Records supplied:

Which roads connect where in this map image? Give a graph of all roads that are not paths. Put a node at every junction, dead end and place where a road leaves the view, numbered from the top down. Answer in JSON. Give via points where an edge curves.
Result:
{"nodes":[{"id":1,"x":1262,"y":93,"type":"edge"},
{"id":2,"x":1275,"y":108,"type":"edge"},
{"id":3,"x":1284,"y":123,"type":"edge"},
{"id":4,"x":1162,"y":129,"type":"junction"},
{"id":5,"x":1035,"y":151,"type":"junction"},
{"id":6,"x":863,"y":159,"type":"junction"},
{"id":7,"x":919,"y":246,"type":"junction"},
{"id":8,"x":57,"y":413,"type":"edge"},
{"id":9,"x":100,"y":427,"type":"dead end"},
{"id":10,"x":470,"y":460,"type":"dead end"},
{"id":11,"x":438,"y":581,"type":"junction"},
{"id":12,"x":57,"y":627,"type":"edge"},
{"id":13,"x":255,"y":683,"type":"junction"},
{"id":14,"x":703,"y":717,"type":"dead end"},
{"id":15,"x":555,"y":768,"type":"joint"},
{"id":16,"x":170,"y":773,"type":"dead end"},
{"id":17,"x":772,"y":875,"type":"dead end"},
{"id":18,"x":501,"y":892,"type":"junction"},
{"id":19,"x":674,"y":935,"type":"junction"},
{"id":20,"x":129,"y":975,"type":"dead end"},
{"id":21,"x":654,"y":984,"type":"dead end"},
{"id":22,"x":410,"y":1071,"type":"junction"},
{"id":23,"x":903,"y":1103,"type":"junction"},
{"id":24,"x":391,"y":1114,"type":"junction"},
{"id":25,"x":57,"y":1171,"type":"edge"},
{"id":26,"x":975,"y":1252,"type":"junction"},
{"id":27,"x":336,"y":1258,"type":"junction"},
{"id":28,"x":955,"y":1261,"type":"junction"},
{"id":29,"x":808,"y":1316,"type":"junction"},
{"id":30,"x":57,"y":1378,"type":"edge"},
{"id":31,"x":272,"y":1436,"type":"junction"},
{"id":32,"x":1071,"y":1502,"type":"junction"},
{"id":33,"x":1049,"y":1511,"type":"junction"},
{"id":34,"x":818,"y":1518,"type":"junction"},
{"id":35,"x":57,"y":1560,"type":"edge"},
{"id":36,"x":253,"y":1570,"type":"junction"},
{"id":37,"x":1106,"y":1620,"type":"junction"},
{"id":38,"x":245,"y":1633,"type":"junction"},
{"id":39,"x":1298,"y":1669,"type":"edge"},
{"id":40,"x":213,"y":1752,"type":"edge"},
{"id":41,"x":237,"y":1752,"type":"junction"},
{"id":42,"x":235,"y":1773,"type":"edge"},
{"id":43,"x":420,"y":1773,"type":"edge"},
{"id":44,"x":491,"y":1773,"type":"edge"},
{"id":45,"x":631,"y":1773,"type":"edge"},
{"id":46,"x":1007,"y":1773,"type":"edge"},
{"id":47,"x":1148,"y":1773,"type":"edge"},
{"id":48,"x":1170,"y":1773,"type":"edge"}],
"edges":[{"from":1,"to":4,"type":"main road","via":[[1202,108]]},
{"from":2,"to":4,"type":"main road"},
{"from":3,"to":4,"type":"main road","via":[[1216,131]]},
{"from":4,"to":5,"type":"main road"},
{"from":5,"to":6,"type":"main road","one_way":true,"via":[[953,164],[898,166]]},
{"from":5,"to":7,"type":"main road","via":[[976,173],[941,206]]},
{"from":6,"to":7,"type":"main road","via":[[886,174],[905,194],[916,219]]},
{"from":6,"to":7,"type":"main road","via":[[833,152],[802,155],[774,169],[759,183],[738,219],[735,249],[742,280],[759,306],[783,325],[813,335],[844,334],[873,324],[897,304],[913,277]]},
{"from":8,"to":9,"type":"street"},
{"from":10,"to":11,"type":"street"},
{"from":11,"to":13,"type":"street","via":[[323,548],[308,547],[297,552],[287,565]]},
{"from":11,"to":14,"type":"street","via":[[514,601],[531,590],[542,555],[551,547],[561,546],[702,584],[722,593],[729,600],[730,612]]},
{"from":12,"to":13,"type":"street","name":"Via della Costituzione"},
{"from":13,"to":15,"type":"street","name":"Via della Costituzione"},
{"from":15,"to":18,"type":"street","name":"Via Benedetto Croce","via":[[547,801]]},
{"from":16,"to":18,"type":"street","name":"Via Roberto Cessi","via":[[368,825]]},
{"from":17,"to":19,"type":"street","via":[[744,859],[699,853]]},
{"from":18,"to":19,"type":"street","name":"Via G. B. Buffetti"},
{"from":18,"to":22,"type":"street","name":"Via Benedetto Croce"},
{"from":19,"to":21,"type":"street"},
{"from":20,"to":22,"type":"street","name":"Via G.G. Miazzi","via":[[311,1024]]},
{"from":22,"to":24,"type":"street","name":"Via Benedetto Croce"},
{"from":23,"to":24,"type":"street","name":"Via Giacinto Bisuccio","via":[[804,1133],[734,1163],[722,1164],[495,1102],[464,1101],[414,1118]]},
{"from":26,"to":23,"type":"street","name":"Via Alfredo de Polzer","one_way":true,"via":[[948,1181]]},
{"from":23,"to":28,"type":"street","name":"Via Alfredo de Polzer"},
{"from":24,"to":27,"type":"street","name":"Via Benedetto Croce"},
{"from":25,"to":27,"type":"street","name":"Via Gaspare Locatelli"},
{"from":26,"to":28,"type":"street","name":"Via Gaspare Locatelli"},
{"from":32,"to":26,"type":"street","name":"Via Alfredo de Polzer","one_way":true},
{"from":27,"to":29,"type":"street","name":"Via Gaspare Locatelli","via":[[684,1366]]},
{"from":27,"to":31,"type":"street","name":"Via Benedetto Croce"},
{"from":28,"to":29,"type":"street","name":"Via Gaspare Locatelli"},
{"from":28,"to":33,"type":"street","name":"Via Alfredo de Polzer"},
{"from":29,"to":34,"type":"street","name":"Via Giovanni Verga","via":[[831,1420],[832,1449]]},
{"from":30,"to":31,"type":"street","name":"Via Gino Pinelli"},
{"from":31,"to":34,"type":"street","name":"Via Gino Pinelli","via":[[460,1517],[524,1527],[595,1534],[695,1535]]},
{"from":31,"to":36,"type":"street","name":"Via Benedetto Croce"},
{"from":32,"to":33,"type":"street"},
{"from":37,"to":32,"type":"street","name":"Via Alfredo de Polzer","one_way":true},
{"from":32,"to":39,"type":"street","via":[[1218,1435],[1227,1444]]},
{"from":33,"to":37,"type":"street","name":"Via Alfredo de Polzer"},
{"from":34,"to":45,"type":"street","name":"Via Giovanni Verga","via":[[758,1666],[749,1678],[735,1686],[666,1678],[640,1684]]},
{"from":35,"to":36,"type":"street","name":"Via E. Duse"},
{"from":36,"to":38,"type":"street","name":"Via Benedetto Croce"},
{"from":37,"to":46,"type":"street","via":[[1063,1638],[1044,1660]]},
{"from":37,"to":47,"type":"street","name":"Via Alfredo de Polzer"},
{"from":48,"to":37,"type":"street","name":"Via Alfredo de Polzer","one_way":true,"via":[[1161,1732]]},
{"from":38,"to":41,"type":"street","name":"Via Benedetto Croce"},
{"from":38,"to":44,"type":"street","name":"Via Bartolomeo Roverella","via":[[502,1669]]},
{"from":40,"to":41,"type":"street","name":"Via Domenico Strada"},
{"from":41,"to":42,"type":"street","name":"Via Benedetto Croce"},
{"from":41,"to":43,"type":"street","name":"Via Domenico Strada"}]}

What you will do:
Every entry needs to be copied again, word for word.

Response below:
Which roads connect where in this map image? Give a graph of all roads that are not paths. Put a node at every junction, dead end and place where a road leaves the view, numbered from the top down. Answer in JSON. Give via points where an edge curves.
Result:
{"nodes":[{"id":1,"x":1262,"y":93,"type":"edge"},
{"id":2,"x":1275,"y":108,"type":"edge"},
{"id":3,"x":1284,"y":123,"type":"edge"},
{"id":4,"x":1162,"y":129,"type":"junction"},
{"id":5,"x":1035,"y":151,"type":"junction"},
{"id":6,"x":863,"y":159,"type":"junction"},
{"id":7,"x":919,"y":246,"type":"junction"},
{"id":8,"x":57,"y":413,"type":"edge"},
{"id":9,"x":100,"y":427,"type":"dead end"},
{"id":10,"x":470,"y":460,"type":"dead end"},
{"id":11,"x":438,"y":581,"type":"junction"},
{"id":12,"x":57,"y":627,"type":"edge"},
{"id":13,"x":255,"y":683,"type":"junction"},
{"id":14,"x":703,"y":717,"type":"dead end"},
{"id":15,"x":555,"y":768,"type":"joint"},
{"id":16,"x":170,"y":773,"type":"dead end"},
{"id":17,"x":772,"y":875,"type":"dead end"},
{"id":18,"x":501,"y":892,"type":"junction"},
{"id":19,"x":674,"y":935,"type":"junction"},
{"id":20,"x":129,"y":975,"type":"dead end"},
{"id":21,"x":654,"y":984,"type":"dead end"},
{"id":22,"x":410,"y":1071,"type":"junction"},
{"id":23,"x":903,"y":1103,"type":"junction"},
{"id":24,"x":391,"y":1114,"type":"junction"},
{"id":25,"x":57,"y":1171,"type":"edge"},
{"id":26,"x":975,"y":1252,"type":"junction"},
{"id":27,"x":336,"y":1258,"type":"junction"},
{"id":28,"x":955,"y":1261,"type":"junction"},
{"id":29,"x":808,"y":1316,"type":"junction"},
{"id":30,"x":57,"y":1378,"type":"edge"},
{"id":31,"x":272,"y":1436,"type":"junction"},
{"id":32,"x":1071,"y":1502,"type":"junction"},
{"id":33,"x":1049,"y":1511,"type":"junction"},
{"id":34,"x":818,"y":1518,"type":"junction"},
{"id":35,"x":57,"y":1560,"type":"edge"},
{"id":36,"x":253,"y":1570,"type":"junction"},
{"id":37,"x":1106,"y":1620,"type":"junction"},
{"id":38,"x":245,"y":1633,"type":"junction"},
{"id":39,"x":1298,"y":1669,"type":"edge"},
{"id":40,"x":213,"y":1752,"type":"edge"},
{"id":41,"x":237,"y":1752,"type":"junction"},
{"id":42,"x":235,"y":1773,"type":"edge"},
{"id":43,"x":420,"y":1773,"type":"edge"},
{"id":44,"x":491,"y":1773,"type":"edge"},
{"id":45,"x":631,"y":1773,"type":"edge"},
{"id":46,"x":1007,"y":1773,"type":"edge"},
{"id":47,"x":1148,"y":1773,"type":"edge"},
{"id":48,"x":1170,"y":1773,"type":"edge"}],
"edges":[{"from":1,"to":4,"type":"main road","via":[[1202,108]]},
{"from":2,"to":4,"type":"main road"},
{"from":3,"to":4,"type":"main road","via":[[1216,131]]},
{"from":4,"to":5,"type":"main road"},
{"from":5,"to":6,"type":"main road","one_way":true,"via":[[953,164],[898,166]]},
{"from":5,"to":7,"type":"main road","via":[[976,173],[941,206]]},
{"from":6,"to":7,"type":"main road","via":[[886,174],[905,194],[916,219]]},
{"from":6,"to":7,"type":"main road","via":[[833,152],[802,155],[774,169],[759,183],[738,219],[735,249],[742,280],[759,306],[783,325],[813,335],[844,334],[873,324],[897,304],[913,277]]},
{"from":8,"to":9,"type":"street"},
{"from":10,"to":11,"type":"street"},
{"from":11,"to":13,"type":"street","via":[[323,548],[308,547],[297,552],[287,565]]},
{"from":11,"to":14,"type":"street","via":[[514,601],[531,590],[542,555],[551,547],[561,546],[702,584],[722,593],[729,600],[730,612]]},
{"from":12,"to":13,"type":"street","name":"Via della Costituzione"},
{"from":13,"to":15,"type":"street","name":"Via della Costituzione"},
{"from":15,"to":18,"type":"street","name":"Via Benedetto Croce","via":[[547,801]]},
{"from":16,"to":18,"type":"street","name":"Via Roberto Cessi","via":[[368,825]]},
{"from":17,"to":19,"type":"street","via":[[744,859],[699,853]]},
{"from":18,"to":19,"type":"street","name":"Via G. B. Buffetti"},
{"from":18,"to":22,"type":"street","name":"Via Benedetto Croce"},
{"from":19,"to":21,"type":"street"},
{"from":20,"to":22,"type":"street","name":"Via G.G. Miazzi","via":[[311,1024]]},
{"from":22,"to":24,"type":"street","name":"Via Benedetto Croce"},
{"from":23,"to":24,"type":"street","name":"Via Giacinto Bisuccio","via":[[804,1133],[734,1163],[722,1164],[495,1102],[464,1101],[414,1118]]},
{"from":26,"to":23,"type":"street","name":"Via Alfredo de Polzer","one_way":true,"via":[[948,1181]]},
{"from":23,"to":28,"type":"street","name":"Via Alfredo de Polzer"},
{"from":24,"to":27,"type":"street","name":"Via Benedetto Croce"},
{"from":25,"to":27,"type":"street","name":"Via Gaspare Locatelli"},
{"from":26,"to":28,"type":"street","name":"Via Gaspare Locatelli"},
{"from":32,"to":26,"type":"street","name":"Via Alfredo de Polzer","one_way":true},
{"from":27,"to":29,"type":"street","name":"Via Gaspare Locatelli","via":[[684,1366]]},
{"from":27,"to":31,"type":"street","name":"Via Benedetto Croce"},
{"from":28,"to":29,"type":"street","name":"Via Gaspare Locatelli"},
{"from":28,"to":33,"type":"street","name":"Via Alfredo de Polzer"},
{"from":29,"to":34,"type":"street","name":"Via Giovanni Verga","via":[[831,1420],[832,1449]]},
{"from":30,"to":31,"type":"street","name":"Via Gino Pinelli"},
{"from":31,"to":34,"type":"street","name":"Via Gino Pinelli","via":[[460,1517],[524,1527],[595,1534],[695,1535]]},
{"from":31,"to":36,"type":"street","name":"Via Benedetto Croce"},
{"from":32,"to":33,"type":"street"},
{"from":37,"to":32,"type":"street","name":"Via Alfredo de Polzer","one_way":true},
{"from":32,"to":39,"type":"street","via":[[1218,1435],[1227,1444]]},
{"from":33,"to":37,"type":"street","name":"Via Alfredo de Polzer"},
{"from":34,"to":45,"type":"street","name":"Via Giovanni Verga","via":[[758,1666],[749,1678],[735,1686],[666,1678],[640,1684]]},
{"from":35,"to":36,"type":"street","name":"Via E. Duse"},
{"from":36,"to":38,"type":"street","name":"Via Benedetto Croce"},
{"from":37,"to":46,"type":"street","via":[[1063,1638],[1044,1660]]},
{"from":37,"to":47,"type":"street","name":"Via Alfredo de Polzer"},
{"from":48,"to":37,"type":"street","name":"Via Alfredo de Polzer","one_way":true,"via":[[1161,1732]]},
{"from":38,"to":41,"type":"street","name":"Via Benedetto Croce"},
{"from":38,"to":44,"type":"street","name":"Via Bartolomeo Roverella","via":[[502,1669]]},
{"from":40,"to":41,"type":"street","name":"Via Domenico Strada"},
{"from":41,"to":42,"type":"street","name":"Via Benedetto Croce"},
{"from":41,"to":43,"type":"street","name":"Via Domenico Strada"}]}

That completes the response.